Fonts are more complicated. X windows fonts are stored at the server. Clients acquire the use of a font by sending a request to the server containing a font resource identifier and the name of the font. The server loads and binds the font to the identifier if it has the font, and otherwise returns an error. Applications can request detailed geometric information about the font associated with a font identifier, but unfortunately there is no request to map a font identifier to the name of the font. Strangely, the server discards the font name after loading a font, so the mapping is not possible even within our server extension. During the detach operation, the evict client library performs a search to map each font identifier to a font name. It requests the server to list of all of its stored fonts (a standard X protocol request), and then searches this list for a font whose geometry matches that of each font identifier. Usually, the font name suffices to regenerate the font resource on a new window server, but sometimes the new server does not have a font with that name. In those cases, guievict searches the font list on the new server and selects the font with the closest matching geometry, using a least-squares font matching algorithm similar to that used by HP Shared X . This complicated and expensive approach to migrating font resources could be eliminated by switching to client-managed fonts, a recently proposed architectural change to the X window system . In the meantime, we eliminate the overhead by caching in the application's file system the font names and geometry of each server we use regularly.

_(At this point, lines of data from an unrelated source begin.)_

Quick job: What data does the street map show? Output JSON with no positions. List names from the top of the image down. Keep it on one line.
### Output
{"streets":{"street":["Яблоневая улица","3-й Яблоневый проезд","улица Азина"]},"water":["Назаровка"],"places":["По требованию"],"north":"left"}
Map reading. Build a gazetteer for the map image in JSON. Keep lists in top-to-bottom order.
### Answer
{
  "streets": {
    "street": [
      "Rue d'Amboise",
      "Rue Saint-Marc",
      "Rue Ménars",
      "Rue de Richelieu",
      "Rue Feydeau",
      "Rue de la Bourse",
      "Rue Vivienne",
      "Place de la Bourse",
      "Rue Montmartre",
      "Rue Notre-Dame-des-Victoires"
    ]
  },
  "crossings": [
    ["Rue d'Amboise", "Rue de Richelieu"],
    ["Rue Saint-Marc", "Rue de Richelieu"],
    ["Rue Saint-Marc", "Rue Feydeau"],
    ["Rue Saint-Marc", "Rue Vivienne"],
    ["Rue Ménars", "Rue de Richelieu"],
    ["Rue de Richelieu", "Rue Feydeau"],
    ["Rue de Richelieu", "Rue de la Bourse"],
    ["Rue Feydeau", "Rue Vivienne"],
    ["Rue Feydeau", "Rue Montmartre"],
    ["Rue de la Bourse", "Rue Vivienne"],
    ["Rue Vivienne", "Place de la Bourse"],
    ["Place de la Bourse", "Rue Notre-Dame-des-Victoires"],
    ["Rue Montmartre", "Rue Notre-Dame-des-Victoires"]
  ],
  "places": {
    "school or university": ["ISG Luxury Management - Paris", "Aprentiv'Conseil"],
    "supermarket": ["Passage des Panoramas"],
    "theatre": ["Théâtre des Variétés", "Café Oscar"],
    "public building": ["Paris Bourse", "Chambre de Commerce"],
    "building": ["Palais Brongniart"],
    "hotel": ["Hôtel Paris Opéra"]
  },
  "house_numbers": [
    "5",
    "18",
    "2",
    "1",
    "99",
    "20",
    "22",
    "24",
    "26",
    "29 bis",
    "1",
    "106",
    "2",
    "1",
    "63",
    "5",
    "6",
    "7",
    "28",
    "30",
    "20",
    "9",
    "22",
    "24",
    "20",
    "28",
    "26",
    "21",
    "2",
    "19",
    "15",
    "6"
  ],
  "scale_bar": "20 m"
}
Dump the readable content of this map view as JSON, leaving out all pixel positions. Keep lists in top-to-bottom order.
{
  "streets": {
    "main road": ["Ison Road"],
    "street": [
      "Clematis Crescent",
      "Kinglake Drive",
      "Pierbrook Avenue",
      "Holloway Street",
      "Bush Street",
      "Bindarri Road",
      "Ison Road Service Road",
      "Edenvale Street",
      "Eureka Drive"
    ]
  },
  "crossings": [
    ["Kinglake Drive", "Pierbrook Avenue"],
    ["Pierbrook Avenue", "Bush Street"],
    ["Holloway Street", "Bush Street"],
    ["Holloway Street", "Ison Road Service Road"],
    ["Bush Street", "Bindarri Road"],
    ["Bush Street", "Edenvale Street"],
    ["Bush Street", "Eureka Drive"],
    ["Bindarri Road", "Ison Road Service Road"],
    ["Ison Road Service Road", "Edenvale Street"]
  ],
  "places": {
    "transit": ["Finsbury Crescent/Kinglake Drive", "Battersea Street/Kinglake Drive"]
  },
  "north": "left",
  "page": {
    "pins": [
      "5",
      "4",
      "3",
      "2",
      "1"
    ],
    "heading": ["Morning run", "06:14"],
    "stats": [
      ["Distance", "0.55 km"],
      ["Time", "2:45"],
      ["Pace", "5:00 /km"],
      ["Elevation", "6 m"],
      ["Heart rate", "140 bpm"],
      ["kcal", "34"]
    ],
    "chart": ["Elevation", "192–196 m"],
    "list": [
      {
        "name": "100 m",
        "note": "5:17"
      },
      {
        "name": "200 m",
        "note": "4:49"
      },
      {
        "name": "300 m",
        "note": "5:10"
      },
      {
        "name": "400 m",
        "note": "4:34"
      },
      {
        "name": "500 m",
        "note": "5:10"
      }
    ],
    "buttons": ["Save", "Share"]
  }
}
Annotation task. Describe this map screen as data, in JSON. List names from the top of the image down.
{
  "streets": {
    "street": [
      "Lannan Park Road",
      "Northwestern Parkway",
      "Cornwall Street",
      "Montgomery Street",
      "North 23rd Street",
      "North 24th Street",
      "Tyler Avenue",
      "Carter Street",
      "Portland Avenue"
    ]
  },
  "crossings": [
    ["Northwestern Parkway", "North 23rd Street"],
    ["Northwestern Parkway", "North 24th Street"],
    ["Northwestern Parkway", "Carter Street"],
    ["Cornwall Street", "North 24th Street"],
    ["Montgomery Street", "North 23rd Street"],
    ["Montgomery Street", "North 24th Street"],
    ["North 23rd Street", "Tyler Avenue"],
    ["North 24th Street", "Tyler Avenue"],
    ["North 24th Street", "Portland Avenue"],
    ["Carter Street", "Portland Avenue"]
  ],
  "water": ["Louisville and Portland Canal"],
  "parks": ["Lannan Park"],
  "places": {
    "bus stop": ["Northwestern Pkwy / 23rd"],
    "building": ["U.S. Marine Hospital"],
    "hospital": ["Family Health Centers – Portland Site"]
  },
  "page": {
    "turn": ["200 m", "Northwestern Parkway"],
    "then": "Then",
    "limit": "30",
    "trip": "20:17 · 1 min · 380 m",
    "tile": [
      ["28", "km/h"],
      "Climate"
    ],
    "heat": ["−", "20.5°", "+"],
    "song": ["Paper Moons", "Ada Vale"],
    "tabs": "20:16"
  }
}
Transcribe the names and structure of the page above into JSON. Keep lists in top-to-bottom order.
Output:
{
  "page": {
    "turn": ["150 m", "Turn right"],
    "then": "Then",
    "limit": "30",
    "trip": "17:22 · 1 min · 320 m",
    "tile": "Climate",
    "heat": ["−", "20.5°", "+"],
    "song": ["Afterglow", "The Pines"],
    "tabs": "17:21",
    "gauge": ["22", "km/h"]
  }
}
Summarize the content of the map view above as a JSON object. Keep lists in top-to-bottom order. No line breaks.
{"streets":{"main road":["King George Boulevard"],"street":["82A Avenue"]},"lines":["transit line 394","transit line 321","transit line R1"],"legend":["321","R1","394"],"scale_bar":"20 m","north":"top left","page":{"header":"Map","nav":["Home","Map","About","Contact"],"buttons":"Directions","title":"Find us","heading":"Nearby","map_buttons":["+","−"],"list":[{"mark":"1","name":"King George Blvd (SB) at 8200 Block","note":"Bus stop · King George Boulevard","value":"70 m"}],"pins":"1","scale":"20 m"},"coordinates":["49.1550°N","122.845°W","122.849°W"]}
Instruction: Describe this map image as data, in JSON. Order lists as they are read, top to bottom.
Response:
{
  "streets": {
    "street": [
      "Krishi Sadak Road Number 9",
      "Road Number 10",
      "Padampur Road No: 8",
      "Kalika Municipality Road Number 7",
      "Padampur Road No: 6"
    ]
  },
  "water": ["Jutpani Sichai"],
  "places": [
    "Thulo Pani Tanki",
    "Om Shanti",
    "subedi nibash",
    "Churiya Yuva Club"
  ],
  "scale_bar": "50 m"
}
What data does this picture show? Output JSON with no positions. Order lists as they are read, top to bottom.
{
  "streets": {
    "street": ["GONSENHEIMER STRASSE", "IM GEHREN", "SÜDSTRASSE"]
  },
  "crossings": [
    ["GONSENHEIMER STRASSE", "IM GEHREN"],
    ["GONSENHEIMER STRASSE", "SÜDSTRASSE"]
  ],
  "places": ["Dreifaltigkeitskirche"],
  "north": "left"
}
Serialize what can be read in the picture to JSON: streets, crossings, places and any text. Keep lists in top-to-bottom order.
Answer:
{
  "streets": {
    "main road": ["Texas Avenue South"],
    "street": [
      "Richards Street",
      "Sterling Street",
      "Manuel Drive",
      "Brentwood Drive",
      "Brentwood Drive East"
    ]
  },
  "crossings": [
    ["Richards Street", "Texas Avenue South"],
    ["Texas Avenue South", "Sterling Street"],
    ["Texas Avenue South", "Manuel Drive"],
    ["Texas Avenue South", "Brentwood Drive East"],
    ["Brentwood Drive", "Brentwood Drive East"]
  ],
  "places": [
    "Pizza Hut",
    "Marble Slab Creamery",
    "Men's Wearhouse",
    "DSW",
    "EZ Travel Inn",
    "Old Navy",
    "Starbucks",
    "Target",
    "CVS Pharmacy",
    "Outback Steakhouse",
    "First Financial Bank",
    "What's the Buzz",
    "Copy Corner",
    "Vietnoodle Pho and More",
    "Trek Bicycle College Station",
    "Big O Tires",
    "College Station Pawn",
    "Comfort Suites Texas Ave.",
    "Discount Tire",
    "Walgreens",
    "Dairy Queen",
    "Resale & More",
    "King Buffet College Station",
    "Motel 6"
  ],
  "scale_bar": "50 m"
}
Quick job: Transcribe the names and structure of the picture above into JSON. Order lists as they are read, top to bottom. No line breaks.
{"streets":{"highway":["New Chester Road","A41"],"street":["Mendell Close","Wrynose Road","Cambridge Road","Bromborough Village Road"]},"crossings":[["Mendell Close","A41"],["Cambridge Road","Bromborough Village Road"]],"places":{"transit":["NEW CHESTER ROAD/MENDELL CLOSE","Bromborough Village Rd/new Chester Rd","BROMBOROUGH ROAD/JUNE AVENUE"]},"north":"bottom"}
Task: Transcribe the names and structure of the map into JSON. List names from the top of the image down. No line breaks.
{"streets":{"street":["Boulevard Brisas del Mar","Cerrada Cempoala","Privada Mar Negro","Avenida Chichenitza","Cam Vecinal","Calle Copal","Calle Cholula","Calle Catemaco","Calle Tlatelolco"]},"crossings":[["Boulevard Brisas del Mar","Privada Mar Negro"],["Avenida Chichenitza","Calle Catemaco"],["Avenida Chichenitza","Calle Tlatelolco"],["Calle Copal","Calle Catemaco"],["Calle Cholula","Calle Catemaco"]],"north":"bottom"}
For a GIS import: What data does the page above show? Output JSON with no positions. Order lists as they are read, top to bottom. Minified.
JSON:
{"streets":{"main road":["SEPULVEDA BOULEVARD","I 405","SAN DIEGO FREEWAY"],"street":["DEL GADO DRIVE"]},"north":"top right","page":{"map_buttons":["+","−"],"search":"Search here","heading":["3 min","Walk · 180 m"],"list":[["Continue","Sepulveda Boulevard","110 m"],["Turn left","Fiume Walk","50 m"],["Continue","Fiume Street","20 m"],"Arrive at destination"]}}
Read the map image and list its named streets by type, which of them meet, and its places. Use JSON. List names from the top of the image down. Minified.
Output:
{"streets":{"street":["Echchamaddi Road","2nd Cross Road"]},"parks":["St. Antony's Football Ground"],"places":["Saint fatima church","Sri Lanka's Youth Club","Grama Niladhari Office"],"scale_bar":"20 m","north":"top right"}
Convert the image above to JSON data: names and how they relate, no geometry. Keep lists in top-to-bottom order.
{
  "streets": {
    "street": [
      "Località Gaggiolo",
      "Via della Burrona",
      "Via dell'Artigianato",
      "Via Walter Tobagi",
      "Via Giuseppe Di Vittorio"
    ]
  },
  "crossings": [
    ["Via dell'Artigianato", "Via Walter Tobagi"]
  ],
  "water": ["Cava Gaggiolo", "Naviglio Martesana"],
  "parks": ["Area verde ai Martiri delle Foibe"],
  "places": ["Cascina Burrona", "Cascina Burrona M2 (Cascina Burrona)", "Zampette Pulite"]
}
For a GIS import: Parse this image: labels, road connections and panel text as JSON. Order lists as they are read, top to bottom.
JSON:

Sometimes it is not possible to regenerate pixel-based resources identically to their previous instances. Displays can vary by the number of bits per pixel (depth) and the method by which pixels are mapped to colors (visual type), both of which cause the meaning of pixel values to change. Xmove provided an additional translation operation that mapped pixel values from their previous depth and visual to that available on the current server. Recent developments for the X server, however, promise to eliminate the need for such translation. In particular, the R&R extension and shadow framebuffers  are server-based mechanisms for virtualizing depth and visual that have been designed with the goal of providing heterogeneity support for migration and replication systems. Our extension complements these developments; together they combine to produce a system for GUI migration that is transparent to display heterogeneity.
The main role of the guimux daemon is to make GUI migration transparent to the application process by translating resource identifiers and sequence numbers that appear in the messages exchanged between the application and the window server. The resource identifier mapping is initialized during the regeneration of GUI resources. The evict client library regenerates a resource by issuing an ordinary X protocol resource creation request containing the original identifier. As guimux forwards these requests, it replaces the identifier with an unused identifier that is valid in the current window server. For subsequent messages from the application to the server, the guimux maps references to resources to their current identifier; it performs a similar reverse mapping on messages from the server to the application. As the application destroys resources, they are removed from the map.
Sequence numbers occur in messages sent from the window server to the application and represent the number of messages the server has processed for the application; they do not occur in messages from the application. The guimux replaces the sequence number of a message with the next sequence number expected by the application process. This procedure is initialized when guievict synchronizes the communication to the window server. At the point, the next sequence number expected by the application process is the sequence number contained in the sentinel error reply.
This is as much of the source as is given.